Top of RECORD EXTRACTS
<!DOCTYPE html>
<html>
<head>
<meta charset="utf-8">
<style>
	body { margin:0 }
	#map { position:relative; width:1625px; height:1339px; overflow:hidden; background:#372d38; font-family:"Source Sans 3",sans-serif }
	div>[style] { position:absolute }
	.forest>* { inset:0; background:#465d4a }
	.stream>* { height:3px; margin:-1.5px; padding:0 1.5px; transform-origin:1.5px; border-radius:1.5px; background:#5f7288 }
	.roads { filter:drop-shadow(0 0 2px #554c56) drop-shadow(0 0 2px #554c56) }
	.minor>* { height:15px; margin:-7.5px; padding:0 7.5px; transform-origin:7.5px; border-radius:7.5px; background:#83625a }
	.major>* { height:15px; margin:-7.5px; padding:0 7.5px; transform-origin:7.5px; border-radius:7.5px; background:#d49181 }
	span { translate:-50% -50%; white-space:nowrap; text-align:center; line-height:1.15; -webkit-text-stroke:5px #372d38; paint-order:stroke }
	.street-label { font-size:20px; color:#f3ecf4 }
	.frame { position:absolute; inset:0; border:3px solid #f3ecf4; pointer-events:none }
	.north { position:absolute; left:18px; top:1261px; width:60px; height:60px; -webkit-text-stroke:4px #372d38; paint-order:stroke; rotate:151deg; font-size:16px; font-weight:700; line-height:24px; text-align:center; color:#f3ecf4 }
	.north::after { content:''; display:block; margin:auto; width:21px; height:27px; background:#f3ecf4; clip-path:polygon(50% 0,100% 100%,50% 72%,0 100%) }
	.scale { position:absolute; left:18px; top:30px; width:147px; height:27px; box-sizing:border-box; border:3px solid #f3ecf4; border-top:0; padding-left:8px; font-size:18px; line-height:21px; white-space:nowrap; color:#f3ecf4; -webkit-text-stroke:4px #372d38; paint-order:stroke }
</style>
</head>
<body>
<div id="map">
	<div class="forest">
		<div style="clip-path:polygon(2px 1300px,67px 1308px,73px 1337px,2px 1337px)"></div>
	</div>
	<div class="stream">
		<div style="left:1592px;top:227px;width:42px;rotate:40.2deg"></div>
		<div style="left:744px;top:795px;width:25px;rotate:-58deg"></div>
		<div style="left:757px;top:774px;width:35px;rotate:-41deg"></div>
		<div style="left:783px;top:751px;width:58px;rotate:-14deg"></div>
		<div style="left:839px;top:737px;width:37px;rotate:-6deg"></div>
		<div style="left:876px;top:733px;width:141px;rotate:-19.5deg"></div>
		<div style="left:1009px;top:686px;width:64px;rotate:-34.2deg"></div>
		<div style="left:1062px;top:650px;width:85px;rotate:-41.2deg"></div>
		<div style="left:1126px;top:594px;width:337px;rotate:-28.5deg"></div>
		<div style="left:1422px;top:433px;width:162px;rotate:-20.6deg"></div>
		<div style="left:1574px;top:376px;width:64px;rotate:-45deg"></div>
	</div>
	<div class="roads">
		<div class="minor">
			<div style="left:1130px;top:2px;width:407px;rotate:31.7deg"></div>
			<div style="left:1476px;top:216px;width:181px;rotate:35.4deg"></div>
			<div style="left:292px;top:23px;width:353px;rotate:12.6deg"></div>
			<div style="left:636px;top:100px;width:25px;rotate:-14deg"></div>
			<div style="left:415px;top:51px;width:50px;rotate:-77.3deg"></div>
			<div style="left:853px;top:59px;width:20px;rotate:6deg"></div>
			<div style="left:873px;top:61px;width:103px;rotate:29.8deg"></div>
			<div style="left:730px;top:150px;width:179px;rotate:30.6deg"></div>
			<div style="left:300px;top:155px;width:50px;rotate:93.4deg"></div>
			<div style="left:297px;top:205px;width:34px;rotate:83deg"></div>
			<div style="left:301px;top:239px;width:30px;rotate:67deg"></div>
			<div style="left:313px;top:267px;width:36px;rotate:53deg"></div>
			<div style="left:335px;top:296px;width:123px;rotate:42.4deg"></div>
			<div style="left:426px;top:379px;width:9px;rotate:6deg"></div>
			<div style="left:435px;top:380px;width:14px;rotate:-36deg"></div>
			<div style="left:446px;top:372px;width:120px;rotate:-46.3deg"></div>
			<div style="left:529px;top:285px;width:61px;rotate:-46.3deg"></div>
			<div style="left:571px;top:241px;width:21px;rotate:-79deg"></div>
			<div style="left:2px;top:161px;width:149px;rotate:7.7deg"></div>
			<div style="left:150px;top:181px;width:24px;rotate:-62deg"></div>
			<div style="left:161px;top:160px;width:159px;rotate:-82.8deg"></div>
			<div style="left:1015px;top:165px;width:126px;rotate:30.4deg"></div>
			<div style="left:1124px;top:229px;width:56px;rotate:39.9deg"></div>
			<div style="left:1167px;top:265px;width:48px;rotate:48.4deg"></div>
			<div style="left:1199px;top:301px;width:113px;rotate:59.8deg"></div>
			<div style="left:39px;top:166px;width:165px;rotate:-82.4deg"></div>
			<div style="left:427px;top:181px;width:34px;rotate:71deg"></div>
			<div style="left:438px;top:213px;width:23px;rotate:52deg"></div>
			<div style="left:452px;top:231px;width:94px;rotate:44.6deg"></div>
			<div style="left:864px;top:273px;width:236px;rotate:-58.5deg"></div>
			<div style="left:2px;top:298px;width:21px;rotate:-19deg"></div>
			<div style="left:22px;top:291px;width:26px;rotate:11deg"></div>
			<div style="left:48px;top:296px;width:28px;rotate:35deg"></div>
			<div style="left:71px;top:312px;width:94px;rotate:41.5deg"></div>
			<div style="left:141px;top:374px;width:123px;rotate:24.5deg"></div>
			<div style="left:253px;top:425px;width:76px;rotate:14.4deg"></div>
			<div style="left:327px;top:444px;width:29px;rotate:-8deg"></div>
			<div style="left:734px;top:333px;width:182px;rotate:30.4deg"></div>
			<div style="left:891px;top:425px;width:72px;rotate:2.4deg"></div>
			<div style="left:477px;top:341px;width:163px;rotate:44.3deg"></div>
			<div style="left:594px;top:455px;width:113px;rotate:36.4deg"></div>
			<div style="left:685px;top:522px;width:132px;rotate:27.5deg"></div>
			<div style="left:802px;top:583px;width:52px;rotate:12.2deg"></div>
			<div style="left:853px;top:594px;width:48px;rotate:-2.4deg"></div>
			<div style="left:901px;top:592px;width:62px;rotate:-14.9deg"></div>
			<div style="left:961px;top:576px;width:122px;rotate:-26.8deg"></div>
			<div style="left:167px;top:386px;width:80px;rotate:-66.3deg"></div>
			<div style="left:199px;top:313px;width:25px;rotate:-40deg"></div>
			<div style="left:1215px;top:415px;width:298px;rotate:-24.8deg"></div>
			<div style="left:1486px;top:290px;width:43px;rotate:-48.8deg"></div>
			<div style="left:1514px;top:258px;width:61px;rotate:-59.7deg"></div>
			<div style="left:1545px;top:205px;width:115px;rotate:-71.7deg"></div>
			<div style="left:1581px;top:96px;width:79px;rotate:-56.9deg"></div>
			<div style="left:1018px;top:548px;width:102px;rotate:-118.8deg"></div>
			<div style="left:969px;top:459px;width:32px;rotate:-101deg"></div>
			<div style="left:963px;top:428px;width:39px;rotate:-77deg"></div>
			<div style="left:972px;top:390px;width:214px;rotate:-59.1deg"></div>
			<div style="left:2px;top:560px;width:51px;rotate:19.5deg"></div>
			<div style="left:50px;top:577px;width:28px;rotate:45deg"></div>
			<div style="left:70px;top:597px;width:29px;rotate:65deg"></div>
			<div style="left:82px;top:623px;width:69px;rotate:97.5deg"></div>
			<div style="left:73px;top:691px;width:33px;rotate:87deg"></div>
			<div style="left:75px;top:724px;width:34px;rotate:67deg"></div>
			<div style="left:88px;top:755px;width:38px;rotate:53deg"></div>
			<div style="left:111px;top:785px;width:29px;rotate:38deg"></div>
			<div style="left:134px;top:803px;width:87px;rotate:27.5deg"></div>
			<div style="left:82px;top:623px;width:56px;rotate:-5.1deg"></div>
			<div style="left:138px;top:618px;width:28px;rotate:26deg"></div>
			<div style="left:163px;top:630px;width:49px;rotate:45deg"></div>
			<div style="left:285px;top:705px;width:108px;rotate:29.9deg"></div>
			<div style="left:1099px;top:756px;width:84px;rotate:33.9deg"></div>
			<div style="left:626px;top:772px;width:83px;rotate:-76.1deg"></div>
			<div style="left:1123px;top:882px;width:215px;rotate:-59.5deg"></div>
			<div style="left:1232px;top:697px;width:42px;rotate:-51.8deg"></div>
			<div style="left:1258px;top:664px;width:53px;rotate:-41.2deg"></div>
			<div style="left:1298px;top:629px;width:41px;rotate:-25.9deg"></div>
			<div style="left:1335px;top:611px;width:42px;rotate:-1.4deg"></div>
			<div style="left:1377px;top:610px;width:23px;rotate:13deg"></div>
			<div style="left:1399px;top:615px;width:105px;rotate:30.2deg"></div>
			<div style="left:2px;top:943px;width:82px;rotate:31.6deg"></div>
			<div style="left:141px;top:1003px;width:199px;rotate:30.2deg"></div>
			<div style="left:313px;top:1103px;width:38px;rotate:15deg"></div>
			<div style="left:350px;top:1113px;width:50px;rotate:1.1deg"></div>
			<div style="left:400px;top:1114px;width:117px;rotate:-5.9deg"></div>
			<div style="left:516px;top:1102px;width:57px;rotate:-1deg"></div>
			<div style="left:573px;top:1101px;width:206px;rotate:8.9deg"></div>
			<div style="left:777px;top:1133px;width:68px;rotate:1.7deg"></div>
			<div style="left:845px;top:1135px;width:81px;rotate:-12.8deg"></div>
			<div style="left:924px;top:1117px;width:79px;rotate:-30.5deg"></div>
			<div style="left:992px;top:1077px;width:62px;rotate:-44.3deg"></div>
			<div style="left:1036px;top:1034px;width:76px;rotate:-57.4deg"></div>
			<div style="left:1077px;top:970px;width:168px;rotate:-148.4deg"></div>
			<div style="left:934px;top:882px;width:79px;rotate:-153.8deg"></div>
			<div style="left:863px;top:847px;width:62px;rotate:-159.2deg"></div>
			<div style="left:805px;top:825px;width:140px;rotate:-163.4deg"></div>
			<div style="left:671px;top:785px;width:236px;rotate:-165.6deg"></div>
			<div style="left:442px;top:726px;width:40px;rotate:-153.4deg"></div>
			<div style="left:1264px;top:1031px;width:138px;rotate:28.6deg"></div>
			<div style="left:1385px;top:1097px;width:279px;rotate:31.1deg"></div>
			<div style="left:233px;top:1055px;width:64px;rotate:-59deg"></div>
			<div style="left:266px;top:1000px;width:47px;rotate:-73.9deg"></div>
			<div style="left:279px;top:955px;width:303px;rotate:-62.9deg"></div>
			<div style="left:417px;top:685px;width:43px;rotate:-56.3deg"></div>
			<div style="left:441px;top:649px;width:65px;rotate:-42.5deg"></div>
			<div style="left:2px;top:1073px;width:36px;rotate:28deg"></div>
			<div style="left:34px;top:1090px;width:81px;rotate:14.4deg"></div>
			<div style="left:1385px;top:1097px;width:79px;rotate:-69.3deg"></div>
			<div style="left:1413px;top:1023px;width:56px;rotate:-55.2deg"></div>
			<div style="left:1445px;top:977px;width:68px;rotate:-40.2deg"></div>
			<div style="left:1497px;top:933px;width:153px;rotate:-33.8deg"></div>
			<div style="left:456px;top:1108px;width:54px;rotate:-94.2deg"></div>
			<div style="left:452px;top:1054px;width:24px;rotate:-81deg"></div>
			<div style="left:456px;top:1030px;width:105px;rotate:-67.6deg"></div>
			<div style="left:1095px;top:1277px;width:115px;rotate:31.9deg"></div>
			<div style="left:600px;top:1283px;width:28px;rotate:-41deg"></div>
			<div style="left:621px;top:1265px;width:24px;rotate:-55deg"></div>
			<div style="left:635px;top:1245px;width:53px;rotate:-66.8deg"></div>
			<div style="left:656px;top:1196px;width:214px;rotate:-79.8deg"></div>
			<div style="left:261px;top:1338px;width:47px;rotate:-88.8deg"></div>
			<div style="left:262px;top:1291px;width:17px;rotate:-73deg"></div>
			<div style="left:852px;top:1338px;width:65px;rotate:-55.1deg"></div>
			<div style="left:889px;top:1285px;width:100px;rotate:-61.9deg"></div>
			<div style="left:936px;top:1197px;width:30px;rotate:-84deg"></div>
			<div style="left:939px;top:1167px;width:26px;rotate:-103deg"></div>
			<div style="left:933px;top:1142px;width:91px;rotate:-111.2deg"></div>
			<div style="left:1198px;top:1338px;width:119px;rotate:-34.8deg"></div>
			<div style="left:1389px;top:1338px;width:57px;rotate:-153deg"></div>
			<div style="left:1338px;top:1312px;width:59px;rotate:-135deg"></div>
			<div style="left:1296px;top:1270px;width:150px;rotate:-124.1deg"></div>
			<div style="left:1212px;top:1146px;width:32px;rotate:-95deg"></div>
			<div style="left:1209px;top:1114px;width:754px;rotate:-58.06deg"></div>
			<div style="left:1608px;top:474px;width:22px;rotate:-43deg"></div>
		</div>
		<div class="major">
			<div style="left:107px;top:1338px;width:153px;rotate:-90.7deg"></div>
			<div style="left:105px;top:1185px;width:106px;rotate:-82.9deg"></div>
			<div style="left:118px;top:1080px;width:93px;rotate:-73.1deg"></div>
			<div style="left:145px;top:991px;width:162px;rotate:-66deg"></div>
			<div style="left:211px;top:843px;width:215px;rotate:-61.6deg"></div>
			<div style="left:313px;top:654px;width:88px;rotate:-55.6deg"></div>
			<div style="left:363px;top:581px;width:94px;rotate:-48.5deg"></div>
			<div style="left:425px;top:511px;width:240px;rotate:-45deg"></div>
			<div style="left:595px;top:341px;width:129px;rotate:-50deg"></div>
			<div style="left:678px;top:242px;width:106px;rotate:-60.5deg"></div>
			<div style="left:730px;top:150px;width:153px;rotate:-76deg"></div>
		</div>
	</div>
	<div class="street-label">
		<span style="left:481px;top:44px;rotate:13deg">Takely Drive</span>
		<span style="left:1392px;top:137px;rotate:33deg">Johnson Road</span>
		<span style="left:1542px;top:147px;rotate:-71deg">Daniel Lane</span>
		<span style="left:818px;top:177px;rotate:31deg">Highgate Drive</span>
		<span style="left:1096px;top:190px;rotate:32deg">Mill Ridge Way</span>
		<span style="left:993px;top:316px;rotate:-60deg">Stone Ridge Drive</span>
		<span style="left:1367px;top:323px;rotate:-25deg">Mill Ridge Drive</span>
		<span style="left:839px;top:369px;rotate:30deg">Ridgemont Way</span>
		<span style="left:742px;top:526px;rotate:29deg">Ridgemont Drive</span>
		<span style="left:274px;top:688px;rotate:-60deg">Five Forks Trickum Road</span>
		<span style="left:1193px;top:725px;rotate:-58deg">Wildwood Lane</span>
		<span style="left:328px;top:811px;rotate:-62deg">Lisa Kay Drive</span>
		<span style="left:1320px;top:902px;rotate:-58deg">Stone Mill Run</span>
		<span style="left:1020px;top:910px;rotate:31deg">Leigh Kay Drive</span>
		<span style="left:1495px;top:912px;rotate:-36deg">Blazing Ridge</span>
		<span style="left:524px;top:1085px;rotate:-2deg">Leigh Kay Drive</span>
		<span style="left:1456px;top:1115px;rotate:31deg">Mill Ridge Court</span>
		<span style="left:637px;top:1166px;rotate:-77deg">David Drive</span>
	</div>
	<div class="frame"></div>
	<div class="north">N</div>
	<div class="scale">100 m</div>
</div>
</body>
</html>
Bottom of RECORD EXTRACTS
If a line above holds the string "stream", copy it out.

	.stream>* { height:3px; margin:-1.5px; padding:0 1.5px; transform-origin:1.5px; border-radius:1.5px; background:#5f7288 }
	<div class="stream">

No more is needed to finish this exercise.